Kepulauan Aru, SNN.com - Ikatan keluarga besar marga Leplepem menyatakan sikap menolak Rancangan Peraturan Desa (Ranperdes) Desa Ngaibor Kecamtan Aru Selatan Kabupaten Kepulauan tentang Kewenangan Berdasarkan Hak Asal Usul dan Kewenangan Lokal Berskala Desa.
Sikap penolakan ini di sampaikan oleh bapak Jemy Leplepem kepada wartawan media ini, terkait dengan Rancangan Perdes yang dinilai tidak jelas dalam mengatur hak-hak warga masyarakat hukum adat secara detail.

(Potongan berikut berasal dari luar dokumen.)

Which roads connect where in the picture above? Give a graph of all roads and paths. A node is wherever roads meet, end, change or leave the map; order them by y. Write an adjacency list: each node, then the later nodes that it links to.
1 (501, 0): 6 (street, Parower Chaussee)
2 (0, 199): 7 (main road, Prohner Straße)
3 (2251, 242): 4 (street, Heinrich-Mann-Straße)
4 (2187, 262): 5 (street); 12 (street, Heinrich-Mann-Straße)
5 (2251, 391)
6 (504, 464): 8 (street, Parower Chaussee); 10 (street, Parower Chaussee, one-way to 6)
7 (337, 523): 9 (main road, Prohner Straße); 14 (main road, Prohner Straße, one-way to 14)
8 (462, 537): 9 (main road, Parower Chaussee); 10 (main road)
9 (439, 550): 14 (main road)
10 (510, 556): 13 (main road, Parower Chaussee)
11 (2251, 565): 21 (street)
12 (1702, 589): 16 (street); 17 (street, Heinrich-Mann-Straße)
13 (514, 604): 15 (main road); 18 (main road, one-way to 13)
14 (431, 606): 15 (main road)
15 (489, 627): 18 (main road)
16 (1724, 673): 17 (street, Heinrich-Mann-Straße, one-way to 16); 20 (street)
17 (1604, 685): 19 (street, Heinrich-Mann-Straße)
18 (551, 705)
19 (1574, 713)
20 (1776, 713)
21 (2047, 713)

Menurut Jemy, Ranperdes yang disusun tidak jelas mengatur tentang apa yang disebut dengan kepemilikan hak ulayat, hak atas tanah adat, Hutan Adat, dan perairan pesisir kerakyatan.

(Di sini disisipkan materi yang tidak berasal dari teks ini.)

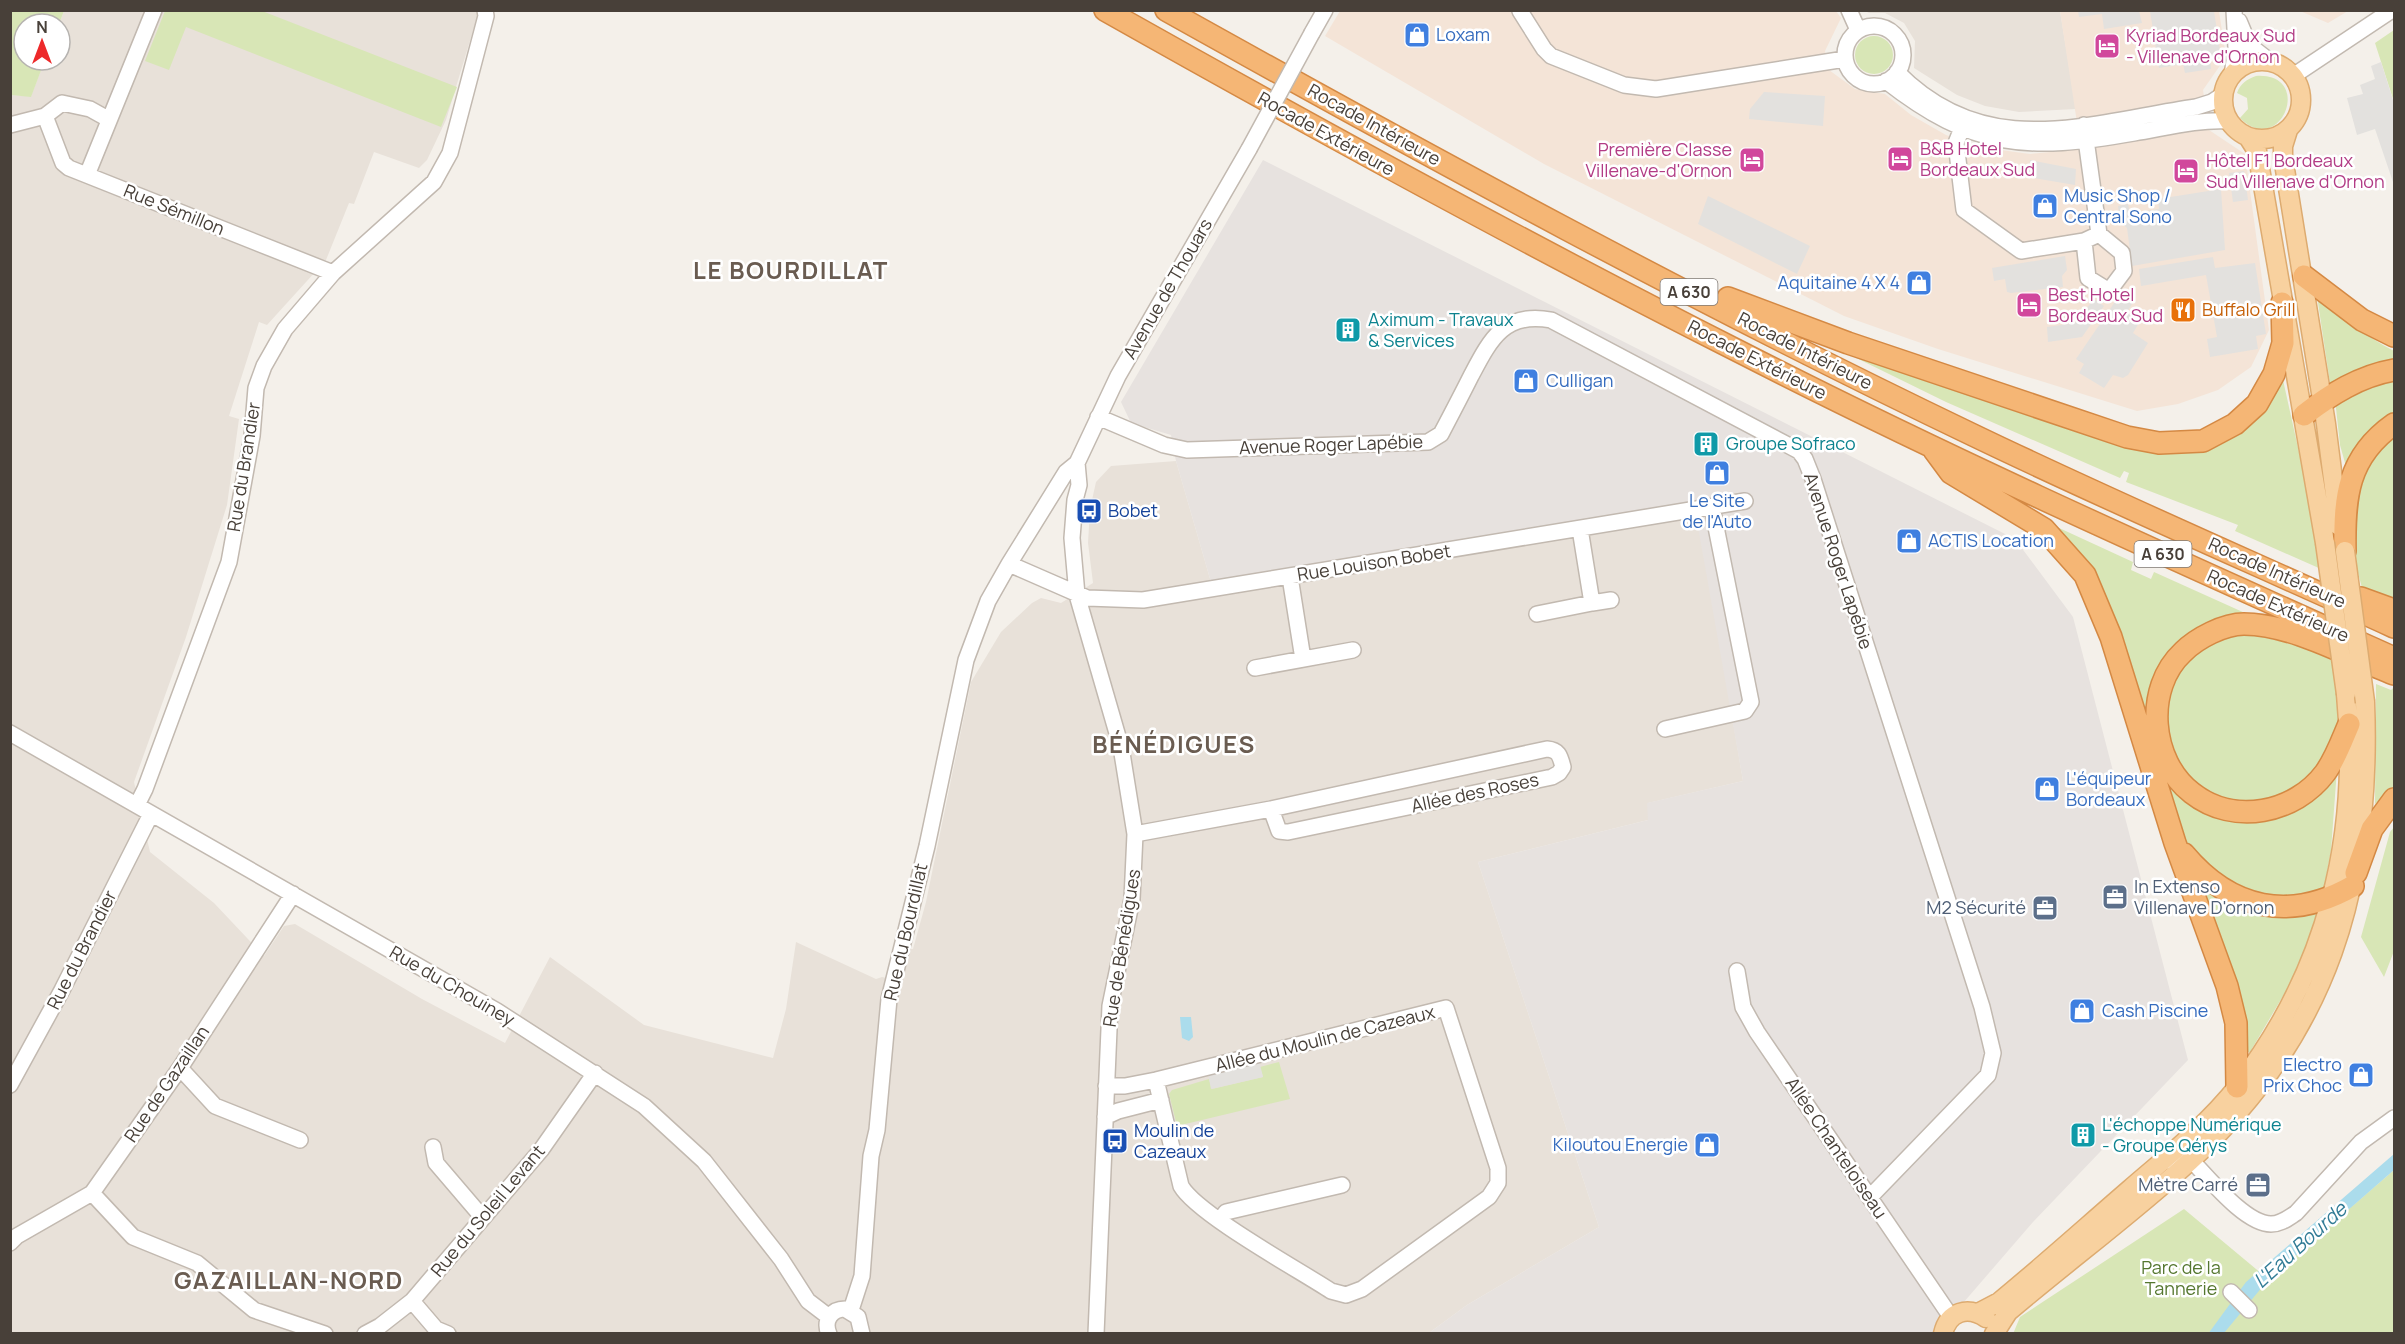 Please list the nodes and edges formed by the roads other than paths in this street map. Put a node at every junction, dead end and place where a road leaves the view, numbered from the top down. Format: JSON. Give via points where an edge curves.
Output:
{"nodes":[{"id":1,"x":154,"y":10,"type":"edge"},
{"id":2,"x":485,"y":10,"type":"edge"},
{"id":3,"x":1104,"y":10,"type":"edge"},
{"id":4,"x":1325,"y":10,"type":"edge"},
{"id":5,"x":1849,"y":10,"type":"edge"},
{"id":6,"x":2392,"y":10,"type":"edge"},
{"id":7,"x":1520,"y":11,"type":"edge"},
{"id":8,"x":2234,"y":11,"type":"edge"},
{"id":9,"x":1170,"y":12,"type":"edge"},
{"id":10,"x":1858,"y":30,"type":"junction"},
{"id":11,"x":1845,"y":59,"type":"junction"},
{"id":12,"x":2271,"y":62,"type":"junction"},
{"id":13,"x":2232,"y":75,"type":"junction"},
{"id":14,"x":2293,"y":76,"type":"junction"},
{"id":15,"x":1891,"y":77,"type":"junction"},
{"id":16,"x":2224,"y":94,"type":"junction"},
{"id":17,"x":45,"y":116,"type":"junction"},
{"id":18,"x":108,"y":119,"type":"junction"},
{"id":19,"x":2229,"y":122,"type":"junction"},
{"id":20,"x":10,"y":124,"type":"edge"},
{"id":21,"x":1964,"y":124,"type":"junction"},
{"id":22,"x":2288,"y":130,"type":"junction"},
{"id":23,"x":2085,"y":132,"type":"junction"},
{"id":24,"x":2248,"y":137,"type":"junction"},
{"id":25,"x":87,"y":175,"type":"junction"},
{"id":26,"x":1568,"y":229,"type":"junction"},
{"id":27,"x":2099,"y":234,"type":"junction"},
{"id":28,"x":2084,"y":241,"type":"junction"},
{"id":29,"x":333,"y":273,"type":"junction"},
{"id":30,"x":2304,"y":276,"type":"junction"},
{"id":31,"x":2282,"y":303,"type":"junction"},
{"id":32,"x":2394,"y":336,"type":"edge"},
{"id":33,"x":2394,"y":370,"type":"edge"},
{"id":34,"x":2322,"y":400,"type":"junction"},
{"id":35,"x":2304,"y":415,"type":"junction"},
{"id":36,"x":1098,"y":417,"type":"junction"},
{"id":37,"x":2394,"y":424,"type":"edge"},
{"id":38,"x":1932,"y":447,"type":"junction"},
{"id":39,"x":1077,"y":464,"type":"junction"},
{"id":40,"x":1745,"y":501,"type":"dead end"},
{"id":41,"x":1712,"y":507,"type":"junction"},
{"id":42,"x":1580,"y":529,"type":"junction"},
{"id":43,"x":2224,"y":549,"type":"junction"},
{"id":44,"x":2345,"y":551,"type":"junction"},
{"id":45,"x":1009,"y":564,"type":"junction"},
{"id":46,"x":1290,"y":577,"type":"junction"},
{"id":47,"x":1077,"y":595,"type":"junction"},
{"id":48,"x":1611,"y":600,"type":"dead end"},
{"id":49,"x":1592,"y":603,"type":"junction"},
{"id":50,"x":2394,"y":610,"type":"edge"},
{"id":51,"x":1537,"y":615,"type":"dead end"},
{"id":52,"x":2394,"y":627,"type":"edge"},
{"id":53,"x":1353,"y":650,"type":"dead end"},
{"id":54,"x":2394,"y":658,"type":"edge"},
{"id":55,"x":1303,"y":659,"type":"junction"},
{"id":56,"x":1255,"y":668,"type":"dead end"},
{"id":57,"x":2394,"y":674,"type":"edge"},
{"id":58,"x":2349,"y":724,"type":"junction"},
{"id":59,"x":1665,"y":729,"type":"dead end"},
{"id":60,"x":10,"y":733,"type":"edge"},
{"id":61,"x":2394,"y":800,"type":"edge"},
{"id":62,"x":137,"y":805,"type":"junction"},
{"id":63,"x":1271,"y":809,"type":"junction"},
{"id":64,"x":151,"y":814,"type":"junction"},
{"id":65,"x":1135,"y":834,"type":"junction"},
{"id":66,"x":2175,"y":843,"type":"junction"},
{"id":67,"x":2355,"y":879,"type":"junction"},
{"id":68,"x":293,"y":894,"type":"junction"},
{"id":69,"x":2333,"y":897,"type":"junction"},
{"id":70,"x":1737,"y":971,"type":"dead end"},
{"id":71,"x":180,"y":1068,"type":"junction"},
{"id":72,"x":596,"y":1073,"type":"junction"},
{"id":73,"x":1156,"y":1080,"type":"junction"},
{"id":74,"x":10,"y":1085,"type":"edge"},
{"id":75,"x":1106,"y":1086,"type":"junction"},
{"id":76,"x":2237,"y":1087,"type":"junction"},
{"id":77,"x":1161,"y":1100,"type":"junction"},
{"id":78,"x":1105,"y":1117,"type":"junction"},
{"id":79,"x":2394,"y":1118,"type":"edge"},
{"id":80,"x":300,"y":1140,"type":"dead end"},
{"id":81,"x":433,"y":1148,"type":"dead end"},
{"id":82,"x":2191,"y":1160,"type":"junction"},
{"id":83,"x":2163,"y":1161,"type":"junction"},
{"id":84,"x":1342,"y":1185,"type":"dead end"},
{"id":85,"x":93,"y":1193,"type":"junction"},
{"id":86,"x":1870,"y":1197,"type":"junction"},
{"id":87,"x":483,"y":1218,"type":"junction"},
{"id":88,"x":1220,"y":1220,"type":"junction"},
{"id":89,"x":10,"y":1243,"type":"edge"},
{"id":90,"x":2231,"y":1293,"type":"dead end"},
{"id":91,"x":412,"y":1302,"type":"junction"},
{"id":92,"x":850,"y":1310,"type":"junction"},
{"id":93,"x":2249,"y":1310,"type":"dead end"},
{"id":94,"x":1978,"y":1313,"type":"junction"},
{"id":95,"x":829,"y":1317,"type":"junction"},
{"id":96,"x":1947,"y":1325,"type":"edge"},
{"id":97,"x":1994,"y":1333,"type":"edge"},
{"id":98,"x":325,"y":1334,"type":"edge"},
{"id":99,"x":365,"y":1334,"type":"edge"},
{"id":100,"x":448,"y":1334,"type":"edge"},
{"id":101,"x":829,"y":1334,"type":"edge"},
{"id":102,"x":862,"y":1334,"type":"edge"},
{"id":103,"x":1096,"y":1334,"type":"edge"}],
"edges":[{"from":1,"to":18,"type":"street"},
{"from":2,"to":29,"type":"street","name":"Rue du Brandier","via":[[450,153],[434,182]]},
{"from":3,"to":38,"type":"highway","name":"Rocade Extérieure","number":"A 630","via":[[1355,151],[1555,257]]},
{"from":4,"to":36,"type":"street","name":"Avenue de Thouars","bridge":true},
{"from":5,"to":10,"type":"street"},
{"from":6,"to":14,"type":"street"},
{"from":7,"to":11,"type":"street","via":[[1551,56],[1641,89],[1697,84]]},
{"from":8,"to":12,"type":"street","via":[[2249,45]]},
{"from":8,"to":13,"type":"street","via":[[2236,48]]},
{"from":9,"to":26,"type":"highway","name":"Rocade Intérieure","number":"A 630"},
{"from":10,"to":11,"type":"street","via":[[1848,43]]},
{"from":10,"to":15,"type":"street","via":[[1880,27],[1898,40],[1902,62]]},
{"from":11,"to":15,"type":"street","via":[[1860,80],[1877,84]]},
{"from":12,"to":13,"type":"main road","via":[[2249,63]]},
{"from":12,"to":14,"type":"main road"},
{"from":13,"to":16,"type":"main road"},
{"from":14,"to":22,"type":"main road","via":[[2299,86],[2301,110]]},
{"from":15,"to":21,"type":"street","via":[[1925,111]]},
{"from":16,"to":19,"type":"main road"},
{"from":16,"to":23,"type":"street","via":[[2196,107]]},
{"from":17,"to":18,"type":"street","via":[[62,103],[70,103]]},
{"from":17,"to":20,"type":"street"},
{"from":17,"to":25,"type":"street","name":"Rue Sémillon","via":[[63,163]]},
{"from":18,"to":25,"type":"street"},
{"from":19,"to":23,"type":"street"},
{"from":19,"to":24,"type":"main road"},
{"from":21,"to":23,"type":"street","via":[[2004,141],[2033,143]]},
{"from":21,"to":28,"type":"street","via":[[1956,143],[1964,210],[2021,251]]},
{"from":22,"to":24,"type":"main road","via":[[2269,139]]},
{"from":22,"to":30,"type":"main road","via":[[2283,157]]},
{"from":23,"to":27,"type":"street"},
{"from":24,"to":31,"type":"main road","via":[[2257,151]]},
{"from":25,"to":29,"type":"street","name":"Rue Sémillon"},
{"from":26,"to":31,"type":"highway","via":[[1775,317],[2127,437],[2159,443],[2203,441],[2235,424],[2257,404],[2274,374],[2283,343]]},
{"from":26,"to":43,"type":"highway","name":"Rocade Intérieure","number":"A 630","via":[[1963,430]]},
{"from":27,"to":28,"type":"street"},
{"from":27,"to":28,"type":"street","via":[[2122,253],[2124,271],[2109,291],[2088,278]]},
{"from":29,"to":62,"type":"street","name":"Rue du Brandier","via":[[285,329],[264,366],[256,388],[252,436],[228,562]]},
{"from":30,"to":32,"type":"highway","via":[[2362,320]]},
{"from":30,"to":34,"type":"main road"},
{"from":31,"to":35,"type":"main road"},
{"from":33,"to":34,"type":"highway","via":[[2362,379]]},
{"from":34,"to":35,"type":"highway"},
{"from":34,"to":44,"type":"main road"},
{"from":35,"to":58,"type":"main road","bridge":true},
{"from":36,"to":39,"type":"street","name":"Avenue de Thouars"},
{"from":36,"to":86,"type":"street","name":"Avenue Roger Lapébie","via":[[1187,450],[1428,442],[1441,434],[1495,336],[1510,324],[1540,318],[1551,320],[1799,451],[1816,490],[1993,1053],[1988,1075]]},
{"from":37,"to":44,"type":"highway","via":[[2368,448],[2355,470],[2344,510]]},
{"from":38,"to":54,"type":"highway","name":"Rocade Extérieure","number":"A 630"},
{"from":38,"to":66,"type":"highway","via":[[1951,473],[2044,529],[2085,575],[2111,637]]},
{"from":39,"to":45,"type":"street","name":"Avenue de Thouars","via":[[1066,472]]},
{"from":39,"to":47,"type":"street","name":"Rue de Bénédigues","via":[[1079,485],[1072,538]]},
{"from":40,"to":41,"type":"street","name":"Rue Louison Bobet"},
{"from":41,"to":42,"type":"street","name":"Rue Louison Bobet"},
{"from":41,"to":59,"type":"street","via":[[1751,702],[1745,711]]},
{"from":42,"to":46,"type":"street","name":"Rue Louison Bobet"},
{"from":42,"to":49,"type":"street"},
{"from":43,"to":50,"type":"highway"},
{"from":43,"to":52,"type":"highway","name":"Rocade Intérieure","number":"A 630"},
{"from":44,"to":67,"type":"main road","bridge":true,"via":[[2365,702],[2367,753]]},
{"from":45,"to":47,"type":"street","name":"Rue Louison Bobet"},
{"from":45,"to":92,"type":"street","name":"Rue du Bourdillat","via":[[988,601],[966,660],[927,846],[889,999],[862,1276]]},
{"from":46,"to":47,"type":"street","name":"Rue Louison Bobet","via":[[1143,600],[1116,601]]},
{"from":46,"to":55,"type":"street"},
{"from":47,"to":65,"type":"street","name":"Rue de Bénédigues","via":[[1121,747]]},
{"from":48,"to":49,"type":"street"},
{"from":49,"to":51,"type":"street"},
{"from":53,"to":55,"type":"street"},
{"from":55,"to":56,"type":"street"},
{"from":57,"to":58,"type":"highway","via":[[2291,632],[2242,624],[2203,636],[2173,661],[2158,700],[2160,745],[2168,764],[2192,793],[2215,806],[2235,811],[2271,809],[2303,796],[2327,771]]},
{"from":58,"to":69,"type":"main road","via":[[2348,819]]},
{"from":60,"to":62,"type":"street","name":"Rue du Chouiney"},
{"from":61,"to":67,"type":"highway","via":[[2372,829]]},
{"from":62,"to":64,"type":"street","name":"Rue du Chouiney"},
{"from":63,"to":63,"type":"street","name":"Allée des Roses","via":[[1546,749],[1560,754],[1563,767],[1552,777],[1288,832],[1279,831]]},
{"from":63,"to":65,"type":"street","name":"Allée des Roses"},
{"from":64,"to":68,"type":"street","name":"Rue du Chouiney"},
{"from":64,"to":74,"type":"street","name":"Rue du Brandier"},
{"from":65,"to":75,"type":"street","name":"Rue de Bénédigues","via":[[1132,899],[1110,1006]]},
{"from":66,"to":69,"type":"highway","via":[[2213,884],[2250,901],[2293,908]]},
{"from":66,"to":76,"type":"highway","via":[[2227,986],[2236,1023]]},
{"from":67,"to":69,"type":"highway"},
{"from":67,"to":82,"type":"main road","via":[[2326,972],[2309,1007],[2271,1070],[2233,1118]]},
{"from":68,"to":71,"type":"street","name":"Rue de Gazaillan"},
{"from":68,"to":72,"type":"street","name":"Rue du Chouiney","via":[[497,1011]]},
{"from":69,"to":76,"type":"main road","via":[[2297,991]]},
{"from":70,"to":86,"type":"street","name":"Allée Chanteloiseau","via":[[1743,1007],[1757,1032]]},
{"from":71,"to":80,"type":"street","via":[[215,1106]]},
{"from":71,"to":85,"type":"street","name":"Rue de Gazaillan"},
{"from":72,"to":87,"type":"street","name":"Rue du Soleil Levant","via":[[541,1150]]},
{"from":72,"to":95,"type":"street","name":"Rue du Chouiney","via":[[653,1113],[704,1161],[808,1300]]},
{"from":73,"to":75,"type":"street","name":"Allée du Moulin de Cazeaux"},
{"from":73,"to":77,"type":"street","name":"Allée du Moulin de Cazeaux"},
{"from":73,"to":88,"type":"street","name":"Allée du Moulin de Cazeaux","via":[[1446,1008],[1498,1168],[1498,1183],[1489,1197],[1362,1290],[1346,1296],[1331,1291]]},
{"from":75,"to":78,"type":"street","name":"Rue de Bénédigues"},
{"from":76,"to":83,"type":"main road"},
{"from":77,"to":78,"type":"street"},
{"from":77,"to":88,"type":"street","name":"Allée du Moulin de Cazeaux","via":[[1181,1186],[1193,1202]]},
{"from":78,"to":103,"type":"street","name":"Rue de Bénédigues"},
{"from":79,"to":82,"type":"street","via":[[2361,1142],[2296,1213],[2276,1223],[2254,1220]]},
{"from":81,"to":87,"type":"street","via":[[436,1163]]},
{"from":82,"to":83,"type":"street"},
{"from":82,"to":97,"type":"main road","via":[[2008,1312]]},
{"from":83,"to":94,"type":"main road","via":[[1999,1302]]},
{"from":84,"to":88,"type":"street","via":[[1226,1212]]},
{"from":85,"to":89,"type":"street","name":"Rue de Gazaillan"},
{"from":85,"to":98,"type":"street","via":[[133,1237],[197,1263],[254,1310]]},
{"from":86,"to":96,"type":"street","name":"Allée Chanteloiseau"},
{"from":87,"to":91,"type":"street","name":"Rue du Soleil Levant"},
{"from":90,"to":93,"type":"street"},
{"from":91,"to":99,"type":"street","name":"Rue du Soleil Levant"},
{"from":91,"to":100,"type":"street","via":[[436,1329]]},
{"from":92,"to":95,"type":"street","via":[[840,1309]]},
{"from":92,"to":102,"type":"street","via":[[858,1317]]},
{"from":94,"to":96,"type":"main road","via":[[1961,1312]]},
{"from":94,"to":97,"type":"main road","via":[[1986,1318]]},
{"from":95,"to":101,"type":"street"}]}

“Rancangan Perdes yang digodok oleh tim 13, dalam hal ini anak-anak dari Desa Ngaibor, rancangan mereka tidak secara detail mengakomodir hak-hak adat termasuk tanah adat, hutan adat termasuk hak-hak ulayat dan perairan pesisir kerakyatan di Desa Ngaibor.
Apabila dikaitkan dengan Perda 02 tahun 2022 tentang pengakuan dan perlindungan masyarakat hukum adat itu jelas tentang tanah adat itu di kuasai dan di miliki oleh marga secara turun temurun. Jadi itu sudah menjadi hak paten dari sejak leluhur sampai sekarang. Sehingga dari Peraturan Desa yang di rancang tidak termuat masalah hak adat marga secara detail”. Jelasnya.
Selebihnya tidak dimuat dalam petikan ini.